Seitai rests on Noguchi's postulate that the body has a natural ability to rebalance itself in a way that ensures its proper functioning. Otherwise, it loses this ability when used inappropriately; loses sensitivity (desensitizes), or becomes apathetic. The Seitai aims to restore this sensitivity and these capacities of self-regulation or rebalancing.

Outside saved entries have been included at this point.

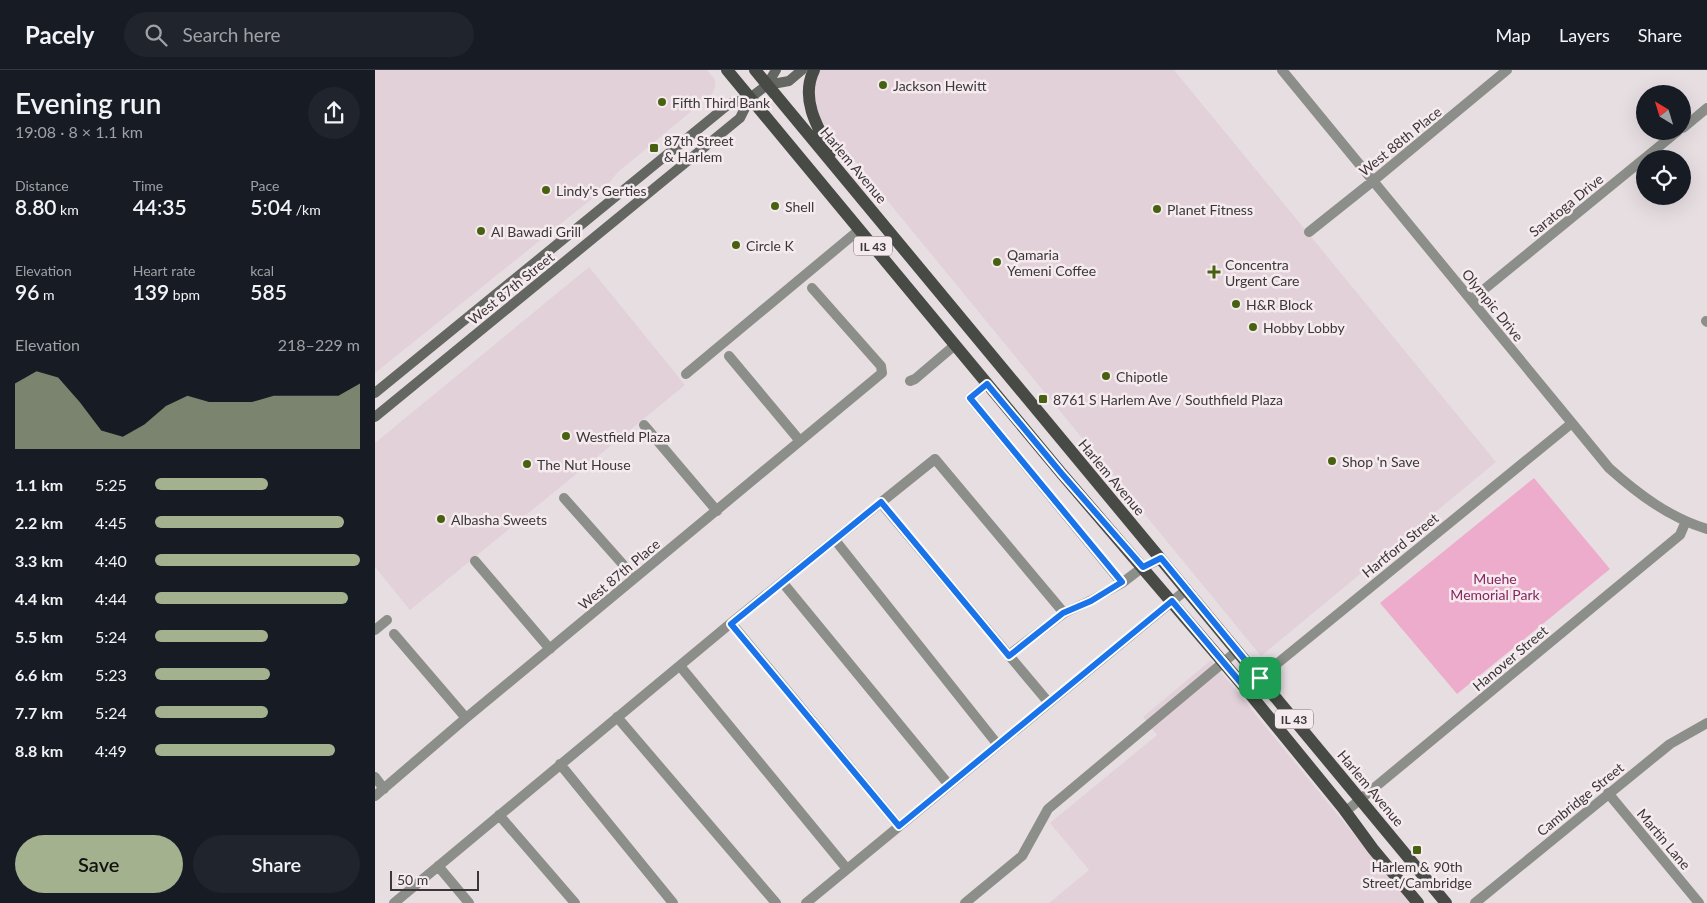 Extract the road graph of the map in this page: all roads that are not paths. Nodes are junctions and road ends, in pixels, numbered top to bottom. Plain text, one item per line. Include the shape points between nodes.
1 (727, 70) edge
2 (755, 70) edge
3 (776, 70) edge
4 (802, 70) edge
5 (814, 70) edge
6 (1282, 70) edge
7 (1501, 72) edge
8 (767, 84) junction
9 (750, 98) junction
10 (1707, 108) edge
11 (1691, 121) edge
12 (1667, 140) edge
13 (845, 178) junction
14 (1373, 181) junction
15 (859, 230) junction
16 (1309, 232) dead end
17 (812, 288) dead end
18 (1471, 300) junction
19 (955, 345) junction
20 (729, 356) dead end
21 (686, 374) dead end
22 (910, 381) dead end
23 (987, 384) junction
24 (375, 393) edge
25 (375, 417) edge
26 (1572, 423) junction
27 (644, 425) dead end
28 (800, 441) junction
29 (564, 498) dead end
30 (881, 502) junction
31 (717, 510) junction
32 (1686, 522) junction
33 (1707, 529) edge
34 (835, 540) junction
35 (1161, 558) junction
36 (475, 561) dead end
37 (1143, 567) junction
38 (635, 578) junction
39 (1122, 582) junction
40 (783, 583) junction
41 (1186, 590) junction
42 (1172, 601) junction
43 (1063, 613) junction
44 (387, 620) dead end
45 (731, 624) junction
46 (375, 630) edge
47 (394, 634) dead end
48 (550, 649) junction
49 (1237, 651) junction
50 (1009, 656) junction
51 (1224, 662) junction
52 (680, 666) junction
53 (1260, 678) junction
54 (1246, 689) junction
55 (1049, 703) junction
56 (617, 717) junction
57 (466, 718) junction
58 (1707, 723) edge
59 (998, 745) junction
60 (560, 764) junction
61 (375, 777) edge
62 (949, 785) junction
63 (384, 789) junction
64 (1608, 793) junction
65 (375, 796) edge
66 (1360, 799) junction
67 (1345, 812) junction
68 (499, 815) junction
69 (899, 826) junction
70 (438, 866) junction
71 (847, 869) junction
72 (394, 903) edge
73 (469, 903) edge
74 (575, 903) edge
75 (673, 903) edge
76 (776, 903) edge
77 (806, 903) edge
78 (965, 903) edge
79 (1418, 903) edge
80 (1446, 903) edge
81 (1475, 903) edge
82 (1699, 903) edge

1 - 9 main road, IL 43
2 - 8 main road, Harlem Avenue / IL 43
3 - 8 main road, West 87th Street
4 - 8 main road, West 87th Street via 789,81
5 - 13 main road via 808,93 811,112
6 - 14 street, Olympic Drive
7 - 14 street, West 88th Place
8 - 9 main road, West 87th Street
8 - 13 main road, Harlem Avenue / IL 43
9 - 15 main road, IL 43
9 - 24 main road, West 87th Street via 729,104
9 - 25 main road, West 87th Street via 740,118
10 - 11 street
12 - 18 street, Saratoga Drive
13 - 35 main road, Harlem Avenue / IL 43
14 - 16 street, West 88th Place
14 - 18 street, Olympic Drive
15 - 19 main road, IL 43
15 - 21 street
17 - 28 street, West 87th Place via 881,366 881,374
18 - 26 street, Olympic Drive
19 - 22 street
19 - 23 main road, IL 43
20 - 28 street
23 - 37 main road, IL 43
23 - 39 street via 970,398
26 - 32 street, Olympic Drive via 1621,478 1649,501
26 - 53 street, Hartford Street
27 - 31 street
28 - 31 street, West 87th Place
29 - 38 street
30 - 34 street
30 - 43 street via 935,459
30 - 50 street
31 - 38 street, West 87th Place
32 - 33 street, Olympic Drive
32 - 66 street, Hanover Street via 1680,535
34 - 40 street
34 - 59 street
35 - 37 street
35 - 41 main road, Harlem Avenue / IL 43
36 - 48 street
37 - 39 street
37 - 42 main road, IL 43
38 - 48 street, West 87th Place
39 - 43 street
40 - 45 street
40 - 62 street
41 - 42 street
41 - 49 main road, Harlem Avenue / IL 43
42 - 51 main road, IL 43
42 - 55 street
43 - 50 street
44 - 46 street
45 - 52 street
45 - 69 street
47 - 57 street
48 - 57 street, West 87th Place
49 - 51 street
49 - 53 main road, Harlem Avenue / IL 43
50 - 55 street
51 - 54 main road, IL 43
51 - 78 street via 1048,809 1022,856
52 - 56 street
52 - 71 street
53 - 54 street, Hartford Street
53 - 66 main road, Harlem Avenue / IL 43
54 - 67 main road, IL 43
55 - 59 street
56 - 60 street
56 - 76 street
57 - 63 street, West 87th Place
58 - 64 street, Cambridge Street via 1670,744
59 - 62 street
60 - 68 street
60 - 75 street
61 - 63 street
62 - 69 street
63 - 65 street, West 87th Place
64 - 81 street, Cambridge Street
64 - 82 street, Martin Lane
66 - 67 street, Hanover Street
66 - 80 main road, Harlem Avenue / IL 43
67 - 79 main road, IL 43
68 - 70 street
68 - 74 street
69 - 71 street
70 - 72 street
70 - 73 street
71 - 77 street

According to Haruchika Noguchi, by seeking an easier life or seeking protection to achieve good health, the body weakens:

«All animals live by receiving external changes as stimuli, and adapt to them. To adapt means to live by modifying the shape or functions of the body so that it accommodates itself to the environment. Only human beings consider it healthy to live by adapting the environment to their needs. For this reason, it constantly makes efforts to alter this environment. To get here faster, I came by car, but if we make this a comfortable daily activity, our legs will gradually weaken and as they weaken, we will have more initiatives to avoid the effort of walking. There is also the food: we have found ways to make it more digestible, by boiling it, or roasting it, or dressing it. But if you don't boil them, or roast them then you think it will be difficult to eat; and if the food is not very digestible, the stomach will find it difficult, because the stomach has also adapted to this situation.[] So every time we adapt the environment to ourselves, the need arises to do new improvements to facilitate digestion and we become even weaker [...] But this does not mean that we have lost our natural faculty, that is not why we become weak.»

According to this conception, health is considered in a particular way: disease is nothing more than the symptom of a body trying to restore its balance, and it will become a chronic disease when the resources to restore health are lacking or hindered. Haruchika Noguchi spoke of it like this: "If it hurts, it hurts, right? If it hurts, it is because the forces of the body come together, the connections throughout the body are activated and the injury is repaired. Pain, high fever and diarrhea are recovery activities of the body.»